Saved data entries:
★ ★ ★ ★
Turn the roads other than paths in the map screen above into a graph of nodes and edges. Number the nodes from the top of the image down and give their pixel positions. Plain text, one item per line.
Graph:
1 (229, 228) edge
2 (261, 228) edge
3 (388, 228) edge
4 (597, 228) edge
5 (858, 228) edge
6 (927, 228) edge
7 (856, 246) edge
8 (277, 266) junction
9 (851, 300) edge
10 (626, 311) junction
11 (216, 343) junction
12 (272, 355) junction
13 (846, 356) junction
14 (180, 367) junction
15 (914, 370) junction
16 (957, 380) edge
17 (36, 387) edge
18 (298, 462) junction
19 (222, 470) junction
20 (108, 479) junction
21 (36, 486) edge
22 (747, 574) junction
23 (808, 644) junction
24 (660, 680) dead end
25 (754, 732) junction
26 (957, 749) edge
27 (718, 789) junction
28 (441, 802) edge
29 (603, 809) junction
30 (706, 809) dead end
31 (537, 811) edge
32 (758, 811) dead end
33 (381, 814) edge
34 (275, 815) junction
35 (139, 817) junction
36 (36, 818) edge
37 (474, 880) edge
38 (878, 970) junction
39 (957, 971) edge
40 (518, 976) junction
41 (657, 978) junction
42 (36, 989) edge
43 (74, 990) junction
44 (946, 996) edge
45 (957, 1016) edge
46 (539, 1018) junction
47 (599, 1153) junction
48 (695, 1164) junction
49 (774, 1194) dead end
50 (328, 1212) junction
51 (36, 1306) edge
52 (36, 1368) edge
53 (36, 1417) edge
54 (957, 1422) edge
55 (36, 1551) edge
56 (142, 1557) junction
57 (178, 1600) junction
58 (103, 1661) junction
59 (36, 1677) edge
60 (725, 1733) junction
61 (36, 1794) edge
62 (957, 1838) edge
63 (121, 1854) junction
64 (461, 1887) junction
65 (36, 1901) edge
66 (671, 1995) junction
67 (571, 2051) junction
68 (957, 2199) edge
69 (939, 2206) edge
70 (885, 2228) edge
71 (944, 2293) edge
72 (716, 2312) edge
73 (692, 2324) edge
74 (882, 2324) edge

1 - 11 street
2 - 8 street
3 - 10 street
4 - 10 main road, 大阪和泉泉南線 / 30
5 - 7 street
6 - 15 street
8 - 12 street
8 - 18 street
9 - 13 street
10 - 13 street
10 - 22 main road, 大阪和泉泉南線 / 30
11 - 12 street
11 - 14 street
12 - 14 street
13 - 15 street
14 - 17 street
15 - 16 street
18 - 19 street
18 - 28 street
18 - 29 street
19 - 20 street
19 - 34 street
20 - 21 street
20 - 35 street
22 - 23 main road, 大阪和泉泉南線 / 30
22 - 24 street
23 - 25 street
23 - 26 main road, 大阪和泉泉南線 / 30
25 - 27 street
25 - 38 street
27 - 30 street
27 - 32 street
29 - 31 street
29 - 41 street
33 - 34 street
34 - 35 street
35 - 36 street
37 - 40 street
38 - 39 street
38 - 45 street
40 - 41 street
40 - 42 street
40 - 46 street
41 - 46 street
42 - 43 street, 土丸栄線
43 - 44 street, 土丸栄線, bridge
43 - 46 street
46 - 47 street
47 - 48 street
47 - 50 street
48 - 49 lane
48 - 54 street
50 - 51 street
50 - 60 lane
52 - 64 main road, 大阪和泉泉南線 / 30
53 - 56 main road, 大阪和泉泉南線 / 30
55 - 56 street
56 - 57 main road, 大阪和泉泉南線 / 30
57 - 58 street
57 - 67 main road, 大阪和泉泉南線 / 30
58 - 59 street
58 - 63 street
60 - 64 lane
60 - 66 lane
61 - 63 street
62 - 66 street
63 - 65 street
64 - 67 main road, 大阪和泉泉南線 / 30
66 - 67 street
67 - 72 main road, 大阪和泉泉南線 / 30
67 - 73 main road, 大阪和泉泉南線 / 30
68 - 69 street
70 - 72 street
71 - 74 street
★ ★ ★ ★
WHAT TO WORK ON: Pick each line holding the word "大阪和泉泉南線" out of the data and copy it.

YOUR SOLUTION:
4 - 10 main road, 大阪和泉泉南線 / 30
10 - 22 main road, 大阪和泉泉南線 / 30
22 - 23 main road, 大阪和泉泉南線 / 30
23 - 26 main road, 大阪和泉泉南線 / 30
52 - 64 main road, 大阪和泉泉南線 / 30
53 - 56 main road, 大阪和泉泉南線 / 30
56 - 57 main road, 大阪和泉泉南線 / 30
57 - 67 main road, 大阪和泉泉南線 / 30
64 - 67 main road, 大阪和泉泉南線 / 30
67 - 72 main road, 大阪和泉泉南線 / 30
67 - 73 main road, 大阪和泉泉南線 / 30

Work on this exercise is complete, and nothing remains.